ACTIVITY
From the records below, pull each line that has "Cribbens".

[Stored items]
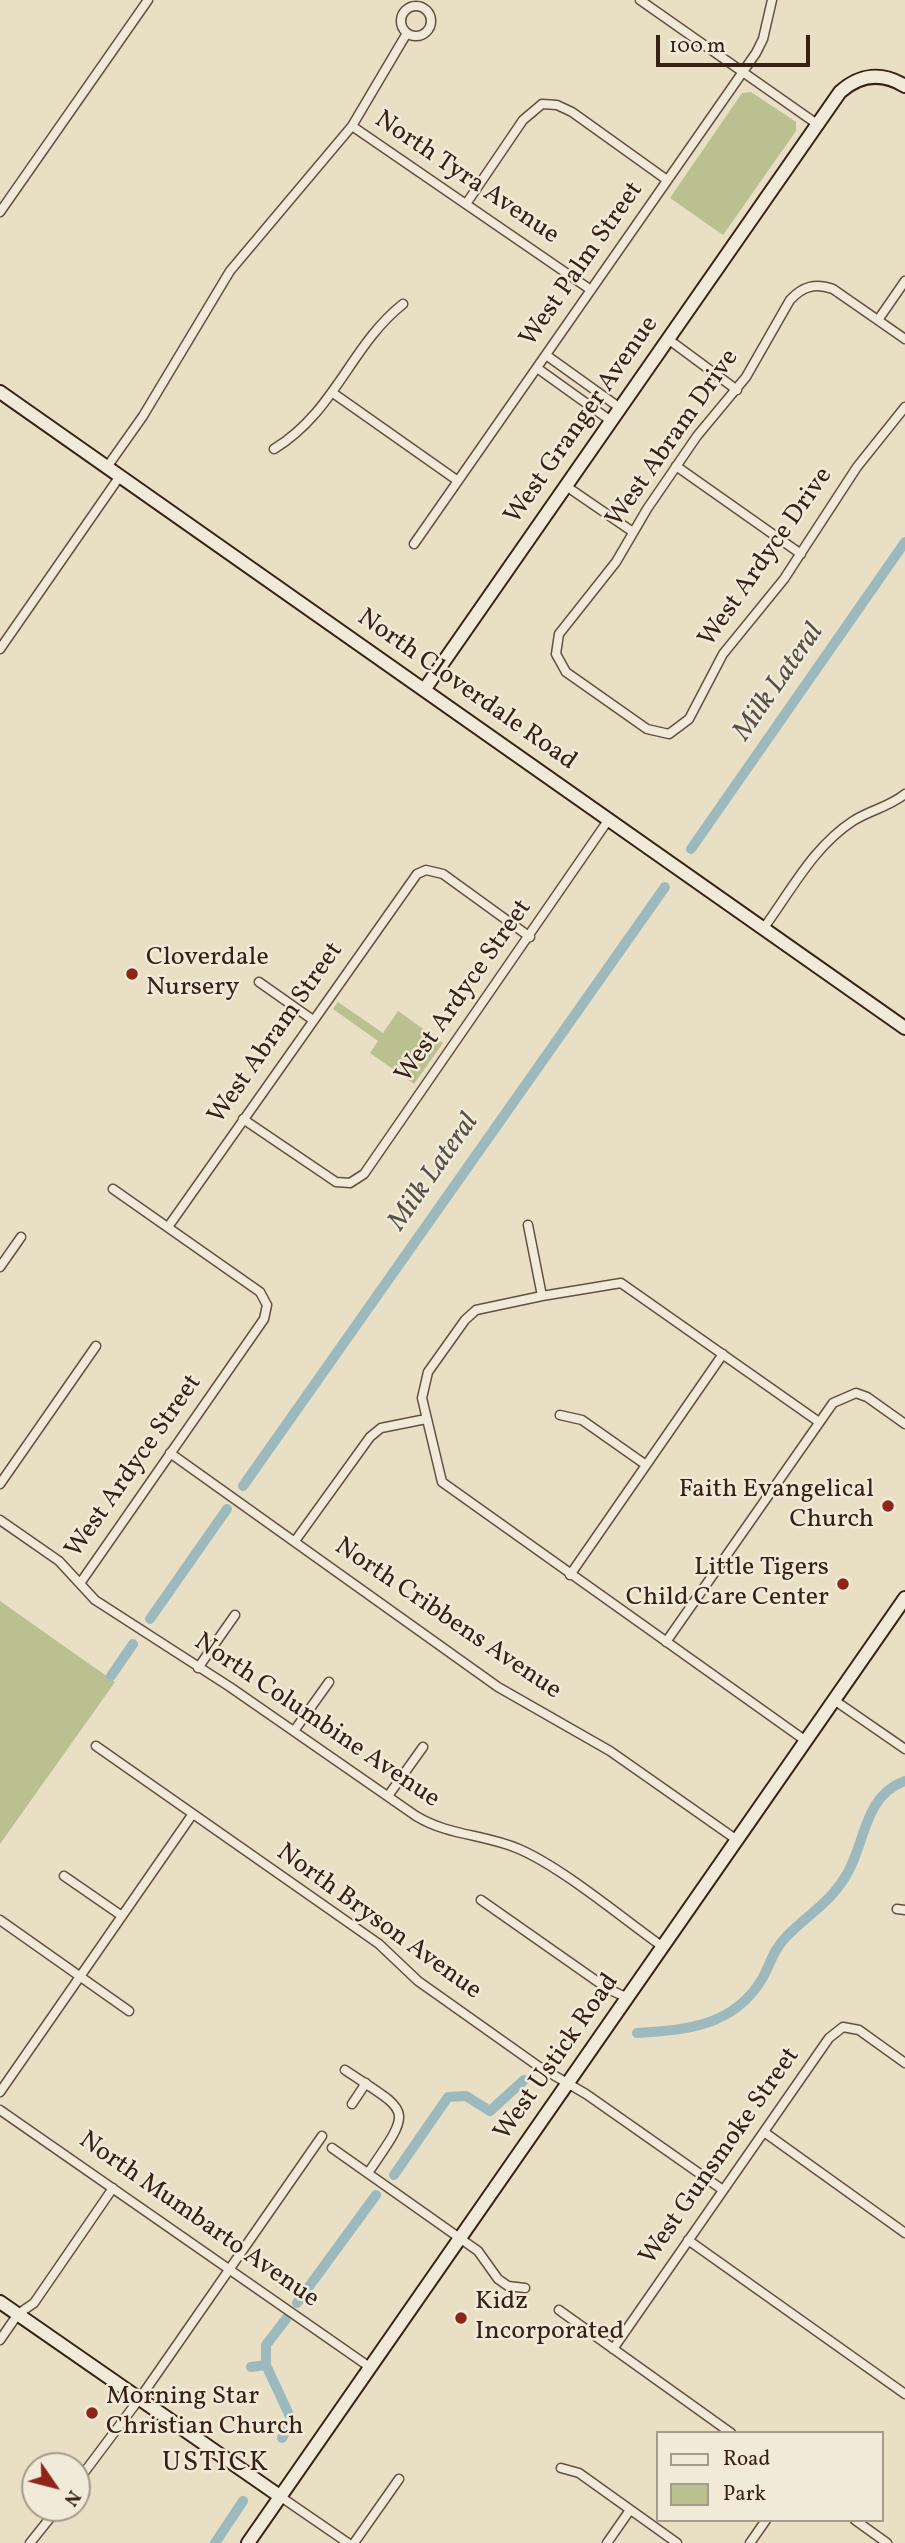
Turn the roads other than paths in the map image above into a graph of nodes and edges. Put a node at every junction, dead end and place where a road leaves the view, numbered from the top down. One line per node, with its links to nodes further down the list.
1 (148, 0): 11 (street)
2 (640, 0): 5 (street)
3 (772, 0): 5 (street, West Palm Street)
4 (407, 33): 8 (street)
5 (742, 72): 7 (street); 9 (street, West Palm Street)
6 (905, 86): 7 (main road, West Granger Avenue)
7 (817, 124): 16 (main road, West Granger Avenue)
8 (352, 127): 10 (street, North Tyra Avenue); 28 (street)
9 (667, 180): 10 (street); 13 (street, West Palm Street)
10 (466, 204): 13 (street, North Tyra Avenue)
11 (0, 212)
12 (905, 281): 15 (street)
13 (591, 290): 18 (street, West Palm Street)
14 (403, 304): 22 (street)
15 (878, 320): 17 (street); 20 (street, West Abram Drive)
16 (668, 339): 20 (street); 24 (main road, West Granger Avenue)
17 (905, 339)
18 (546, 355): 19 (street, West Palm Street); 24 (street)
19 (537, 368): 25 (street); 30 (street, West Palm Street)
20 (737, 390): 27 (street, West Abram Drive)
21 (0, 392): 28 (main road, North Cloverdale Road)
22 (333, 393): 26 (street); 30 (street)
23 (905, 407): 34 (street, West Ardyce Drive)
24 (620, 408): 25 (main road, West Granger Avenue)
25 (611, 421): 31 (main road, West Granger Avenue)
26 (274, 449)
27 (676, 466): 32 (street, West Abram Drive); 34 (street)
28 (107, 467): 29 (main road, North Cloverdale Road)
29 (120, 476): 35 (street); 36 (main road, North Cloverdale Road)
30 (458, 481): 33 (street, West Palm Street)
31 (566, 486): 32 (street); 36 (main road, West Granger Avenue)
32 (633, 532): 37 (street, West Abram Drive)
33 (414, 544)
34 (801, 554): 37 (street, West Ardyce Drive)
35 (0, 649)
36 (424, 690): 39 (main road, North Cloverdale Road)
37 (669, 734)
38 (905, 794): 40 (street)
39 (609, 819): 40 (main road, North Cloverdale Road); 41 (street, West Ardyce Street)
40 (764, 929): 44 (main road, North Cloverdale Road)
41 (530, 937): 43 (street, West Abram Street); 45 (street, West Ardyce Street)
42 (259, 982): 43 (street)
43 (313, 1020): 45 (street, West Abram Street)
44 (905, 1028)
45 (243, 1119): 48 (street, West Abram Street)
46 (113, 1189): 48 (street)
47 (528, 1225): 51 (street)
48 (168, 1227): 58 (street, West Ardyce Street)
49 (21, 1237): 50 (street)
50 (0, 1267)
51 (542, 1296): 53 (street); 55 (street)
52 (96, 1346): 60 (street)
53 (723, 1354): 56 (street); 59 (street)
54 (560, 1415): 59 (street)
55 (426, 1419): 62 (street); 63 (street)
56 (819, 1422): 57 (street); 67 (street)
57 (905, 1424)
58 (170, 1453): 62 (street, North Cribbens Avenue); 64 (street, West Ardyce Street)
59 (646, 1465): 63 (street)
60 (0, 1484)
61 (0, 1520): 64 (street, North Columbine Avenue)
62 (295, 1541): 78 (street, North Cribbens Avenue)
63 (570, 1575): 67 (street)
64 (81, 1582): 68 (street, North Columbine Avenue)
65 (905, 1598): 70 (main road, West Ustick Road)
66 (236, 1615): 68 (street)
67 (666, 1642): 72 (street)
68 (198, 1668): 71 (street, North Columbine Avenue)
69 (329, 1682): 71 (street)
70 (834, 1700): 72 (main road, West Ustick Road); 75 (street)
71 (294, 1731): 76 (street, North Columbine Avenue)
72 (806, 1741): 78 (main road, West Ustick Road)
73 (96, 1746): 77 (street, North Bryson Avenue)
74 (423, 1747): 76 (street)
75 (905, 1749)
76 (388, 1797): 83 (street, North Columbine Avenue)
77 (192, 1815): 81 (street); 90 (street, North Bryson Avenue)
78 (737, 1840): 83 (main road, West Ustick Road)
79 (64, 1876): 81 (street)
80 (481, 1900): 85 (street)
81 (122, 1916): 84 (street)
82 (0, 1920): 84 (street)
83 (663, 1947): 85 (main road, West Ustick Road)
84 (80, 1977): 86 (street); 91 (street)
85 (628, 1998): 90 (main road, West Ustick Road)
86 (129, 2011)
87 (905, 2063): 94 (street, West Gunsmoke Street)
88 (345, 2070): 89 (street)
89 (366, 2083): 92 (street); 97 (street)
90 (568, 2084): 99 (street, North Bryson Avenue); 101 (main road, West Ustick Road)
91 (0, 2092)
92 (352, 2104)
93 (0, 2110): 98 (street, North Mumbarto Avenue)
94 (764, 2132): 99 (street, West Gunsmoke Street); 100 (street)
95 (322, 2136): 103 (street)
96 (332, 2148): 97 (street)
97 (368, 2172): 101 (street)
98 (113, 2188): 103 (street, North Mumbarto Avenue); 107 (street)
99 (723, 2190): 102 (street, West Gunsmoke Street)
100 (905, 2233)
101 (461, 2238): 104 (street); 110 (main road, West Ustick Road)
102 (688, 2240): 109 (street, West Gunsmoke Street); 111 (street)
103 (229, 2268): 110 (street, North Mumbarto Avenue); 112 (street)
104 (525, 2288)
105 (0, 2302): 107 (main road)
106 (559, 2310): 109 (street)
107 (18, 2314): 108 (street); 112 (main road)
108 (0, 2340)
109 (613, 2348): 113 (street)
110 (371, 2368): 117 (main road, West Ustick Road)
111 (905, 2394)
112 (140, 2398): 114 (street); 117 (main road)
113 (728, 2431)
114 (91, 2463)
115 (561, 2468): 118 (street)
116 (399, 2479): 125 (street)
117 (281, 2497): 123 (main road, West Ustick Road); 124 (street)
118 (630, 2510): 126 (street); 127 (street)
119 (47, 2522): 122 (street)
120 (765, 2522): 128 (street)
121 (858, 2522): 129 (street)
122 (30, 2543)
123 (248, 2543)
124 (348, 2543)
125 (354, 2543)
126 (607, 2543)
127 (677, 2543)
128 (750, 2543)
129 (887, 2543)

TASK ANSWER
58 (170, 1453): 62 (street, North Cribbens Avenue); 64 (street, West Ardyce Street)
62 (295, 1541): 78 (street, North Cribbens Avenue)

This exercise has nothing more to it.